● Instructions to follow
Every line of the material must be reproduced exactly.

● Input for this task
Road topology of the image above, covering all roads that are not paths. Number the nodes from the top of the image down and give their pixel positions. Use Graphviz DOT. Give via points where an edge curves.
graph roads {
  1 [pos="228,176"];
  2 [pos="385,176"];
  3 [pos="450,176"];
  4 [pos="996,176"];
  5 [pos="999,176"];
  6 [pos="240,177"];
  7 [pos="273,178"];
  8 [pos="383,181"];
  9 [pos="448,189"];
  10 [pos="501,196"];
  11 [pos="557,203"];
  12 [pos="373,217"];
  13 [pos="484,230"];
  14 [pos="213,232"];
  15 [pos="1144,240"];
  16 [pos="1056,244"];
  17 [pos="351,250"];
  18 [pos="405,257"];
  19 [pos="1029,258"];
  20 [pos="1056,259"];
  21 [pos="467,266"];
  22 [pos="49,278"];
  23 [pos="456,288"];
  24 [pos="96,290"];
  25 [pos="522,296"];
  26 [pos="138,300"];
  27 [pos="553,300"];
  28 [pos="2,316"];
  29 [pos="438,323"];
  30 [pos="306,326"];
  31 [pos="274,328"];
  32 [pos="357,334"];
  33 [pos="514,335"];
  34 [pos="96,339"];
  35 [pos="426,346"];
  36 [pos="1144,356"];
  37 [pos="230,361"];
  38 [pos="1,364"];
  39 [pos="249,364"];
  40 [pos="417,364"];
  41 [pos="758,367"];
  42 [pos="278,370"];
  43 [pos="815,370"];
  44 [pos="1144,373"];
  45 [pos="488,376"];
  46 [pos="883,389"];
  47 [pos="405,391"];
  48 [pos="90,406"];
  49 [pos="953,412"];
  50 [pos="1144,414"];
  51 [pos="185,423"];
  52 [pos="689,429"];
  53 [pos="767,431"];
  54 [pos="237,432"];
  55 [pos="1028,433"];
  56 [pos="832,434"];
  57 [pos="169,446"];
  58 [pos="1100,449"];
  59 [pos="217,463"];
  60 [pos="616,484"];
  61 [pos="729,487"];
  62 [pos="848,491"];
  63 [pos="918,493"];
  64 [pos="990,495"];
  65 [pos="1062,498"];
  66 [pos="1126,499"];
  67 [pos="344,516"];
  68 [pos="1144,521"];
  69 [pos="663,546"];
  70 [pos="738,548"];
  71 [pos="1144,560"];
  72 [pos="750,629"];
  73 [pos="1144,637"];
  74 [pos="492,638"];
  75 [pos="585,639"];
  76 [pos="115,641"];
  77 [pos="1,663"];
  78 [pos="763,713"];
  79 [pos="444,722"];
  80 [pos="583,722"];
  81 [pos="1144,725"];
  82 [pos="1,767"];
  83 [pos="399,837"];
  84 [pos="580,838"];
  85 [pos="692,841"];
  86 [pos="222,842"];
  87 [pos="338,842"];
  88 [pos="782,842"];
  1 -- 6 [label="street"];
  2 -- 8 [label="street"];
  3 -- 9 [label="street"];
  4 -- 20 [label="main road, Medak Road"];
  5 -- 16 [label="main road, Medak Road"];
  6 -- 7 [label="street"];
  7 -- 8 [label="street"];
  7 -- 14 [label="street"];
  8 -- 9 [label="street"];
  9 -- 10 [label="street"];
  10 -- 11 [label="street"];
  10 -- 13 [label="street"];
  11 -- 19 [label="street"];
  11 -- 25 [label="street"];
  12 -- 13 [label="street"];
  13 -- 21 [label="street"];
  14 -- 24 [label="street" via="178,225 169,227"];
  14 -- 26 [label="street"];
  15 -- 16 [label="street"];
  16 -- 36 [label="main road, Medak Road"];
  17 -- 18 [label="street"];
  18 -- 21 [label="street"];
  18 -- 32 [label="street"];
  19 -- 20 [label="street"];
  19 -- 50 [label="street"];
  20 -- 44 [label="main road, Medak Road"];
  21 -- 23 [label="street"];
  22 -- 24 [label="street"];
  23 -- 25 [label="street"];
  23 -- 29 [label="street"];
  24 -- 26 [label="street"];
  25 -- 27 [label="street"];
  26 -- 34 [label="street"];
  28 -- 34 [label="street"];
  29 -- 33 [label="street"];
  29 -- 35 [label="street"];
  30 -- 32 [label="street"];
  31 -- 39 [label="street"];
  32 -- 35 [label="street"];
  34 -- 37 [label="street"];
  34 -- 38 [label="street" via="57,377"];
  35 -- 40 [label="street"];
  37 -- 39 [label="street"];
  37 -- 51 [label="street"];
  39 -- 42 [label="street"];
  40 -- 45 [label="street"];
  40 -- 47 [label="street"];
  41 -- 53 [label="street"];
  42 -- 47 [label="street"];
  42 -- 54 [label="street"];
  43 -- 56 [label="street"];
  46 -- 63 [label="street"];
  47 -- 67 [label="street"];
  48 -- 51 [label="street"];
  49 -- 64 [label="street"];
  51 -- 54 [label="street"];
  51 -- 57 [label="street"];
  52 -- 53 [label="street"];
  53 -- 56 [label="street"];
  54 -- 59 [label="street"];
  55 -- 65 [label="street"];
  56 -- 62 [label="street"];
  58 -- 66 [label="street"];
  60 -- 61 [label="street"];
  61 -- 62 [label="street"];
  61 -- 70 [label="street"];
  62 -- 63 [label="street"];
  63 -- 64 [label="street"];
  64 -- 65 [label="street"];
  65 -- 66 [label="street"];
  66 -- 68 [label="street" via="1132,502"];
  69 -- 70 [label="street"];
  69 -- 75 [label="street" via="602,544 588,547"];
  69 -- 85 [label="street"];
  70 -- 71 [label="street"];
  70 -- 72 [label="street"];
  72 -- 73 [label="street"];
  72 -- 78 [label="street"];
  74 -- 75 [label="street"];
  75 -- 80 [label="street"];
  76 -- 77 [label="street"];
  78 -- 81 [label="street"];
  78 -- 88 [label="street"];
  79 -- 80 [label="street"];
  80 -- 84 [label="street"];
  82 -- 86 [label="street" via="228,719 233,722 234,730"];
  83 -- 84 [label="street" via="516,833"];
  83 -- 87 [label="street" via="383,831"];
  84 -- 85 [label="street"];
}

● Exercise result
Road topology of the image above, covering all roads that are not paths. Number the nodes from the top of the image down and give their pixel positions. Use Graphviz DOT. Give via points where an edge curves.
graph roads {
  1 [pos="228,176"];
  2 [pos="385,176"];
  3 [pos="450,176"];
  4 [pos="996,176"];
  5 [pos="999,176"];
  6 [pos="240,177"];
  7 [pos="273,178"];
  8 [pos="383,181"];
  9 [pos="448,189"];
  10 [pos="501,196"];
  11 [pos="557,203"];
  12 [pos="373,217"];
  13 [pos="484,230"];
  14 [pos="213,232"];
  15 [pos="1144,240"];
  16 [pos="1056,244"];
  17 [pos="351,250"];
  18 [pos="405,257"];
  19 [pos="1029,258"];
  20 [pos="1056,259"];
  21 [pos="467,266"];
  22 [pos="49,278"];
  23 [pos="456,288"];
  24 [pos="96,290"];
  25 [pos="522,296"];
  26 [pos="138,300"];
  27 [pos="553,300"];
  28 [pos="2,316"];
  29 [pos="438,323"];
  30 [pos="306,326"];
  31 [pos="274,328"];
  32 [pos="357,334"];
  33 [pos="514,335"];
  34 [pos="96,339"];
  35 [pos="426,346"];
  36 [pos="1144,356"];
  37 [pos="230,361"];
  38 [pos="1,364"];
  39 [pos="249,364"];
  40 [pos="417,364"];
  41 [pos="758,367"];
  42 [pos="278,370"];
  43 [pos="815,370"];
  44 [pos="1144,373"];
  45 [pos="488,376"];
  46 [pos="883,389"];
  47 [pos="405,391"];
  48 [pos="90,406"];
  49 [pos="953,412"];
  50 [pos="1144,414"];
  51 [pos="185,423"];
  52 [pos="689,429"];
  53 [pos="767,431"];
  54 [pos="237,432"];
  55 [pos="1028,433"];
  56 [pos="832,434"];
  57 [pos="169,446"];
  58 [pos="1100,449"];
  59 [pos="217,463"];
  60 [pos="616,484"];
  61 [pos="729,487"];
  62 [pos="848,491"];
  63 [pos="918,493"];
  64 [pos="990,495"];
  65 [pos="1062,498"];
  66 [pos="1126,499"];
  67 [pos="344,516"];
  68 [pos="1144,521"];
  69 [pos="663,546"];
  70 [pos="738,548"];
  71 [pos="1144,560"];
  72 [pos="750,629"];
  73 [pos="1144,637"];
  74 [pos="492,638"];
  75 [pos="585,639"];
  76 [pos="115,641"];
  77 [pos="1,663"];
  78 [pos="763,713"];
  79 [pos="444,722"];
  80 [pos="583,722"];
  81 [pos="1144,725"];
  82 [pos="1,767"];
  83 [pos="399,837"];
  84 [pos="580,838"];
  85 [pos="692,841"];
  86 [pos="222,842"];
  87 [pos="338,842"];
  88 [pos="782,842"];
  1 -- 6 [label="street"];
  2 -- 8 [label="street"];
  3 -- 9 [label="street"];
  4 -- 20 [label="main road, Medak Road"];
  5 -- 16 [label="main road, Medak Road"];
  6 -- 7 [label="street"];
  7 -- 8 [label="street"];
  7 -- 14 [label="street"];
  8 -- 9 [label="street"];
  9 -- 10 [label="street"];
  10 -- 11 [label="street"];
  10 -- 13 [label="street"];
  11 -- 19 [label="street"];
  11 -- 25 [label="street"];
  12 -- 13 [label="street"];
  13 -- 21 [label="street"];
  14 -- 24 [label="street" via="178,225 169,227"];
  14 -- 26 [label="street"];
  15 -- 16 [label="street"];
  16 -- 36 [label="main road, Medak Road"];
  17 -- 18 [label="street"];
  18 -- 21 [label="street"];
  18 -- 32 [label="street"];
  19 -- 20 [label="street"];
  19 -- 50 [label="street"];
  20 -- 44 [label="main road, Medak Road"];
  21 -- 23 [label="street"];
  22 -- 24 [label="street"];
  23 -- 25 [label="street"];
  23 -- 29 [label="street"];
  24 -- 26 [label="street"];
  25 -- 27 [label="street"];
  26 -- 34 [label="street"];
  28 -- 34 [label="street"];
  29 -- 33 [label="street"];
  29 -- 35 [label="street"];
  30 -- 32 [label="street"];
  31 -- 39 [label="street"];
  32 -- 35 [label="street"];
  34 -- 37 [label="street"];
  34 -- 38 [label="street" via="57,377"];
  35 -- 40 [label="street"];
  37 -- 39 [label="street"];
  37 -- 51 [label="street"];
  39 -- 42 [label="street"];
  40 -- 45 [label="street"];
  40 -- 47 [label="street"];
  41 -- 53 [label="street"];
  42 -- 47 [label="street"];
  42 -- 54 [label="street"];
  43 -- 56 [label="street"];
  46 -- 63 [label="street"];
  47 -- 67 [label="street"];
  48 -- 51 [label="street"];
  49 -- 64 [label="street"];
  51 -- 54 [label="street"];
  51 -- 57 [label="street"];
  52 -- 53 [label="street"];
  53 -- 56 [label="street"];
  54 -- 59 [label="street"];
  55 -- 65 [label="street"];
  56 -- 62 [label="street"];
  58 -- 66 [label="street"];
  60 -- 61 [label="street"];
  61 -- 62 [label="street"];
  61 -- 70 [label="street"];
  62 -- 63 [label="street"];
  63 -- 64 [label="street"];
  64 -- 65 [label="street"];
  65 -- 66 [label="street"];
  66 -- 68 [label="street" via="1132,502"];
  69 -- 70 [label="street"];
  69 -- 75 [label="street" via="602,544 588,547"];
  69 -- 85 [label="street"];
  70 -- 71 [label="street"];
  70 -- 72 [label="street"];
  72 -- 73 [label="street"];
  72 -- 78 [label="street"];
  74 -- 75 [label="street"];
  75 -- 80 [label="street"];
  76 -- 77 [label="street"];
  78 -- 81 [label="street"];
  78 -- 88 [label="street"];
  79 -- 80 [label="street"];
  80 -- 84 [label="street"];
  82 -- 86 [label="street" via="228,719 233,722 234,730"];
  83 -- 84 [label="street" via="516,833"];
  83 -- 87 [label="street" via="383,831"];
  84 -- 85 [label="street"];
}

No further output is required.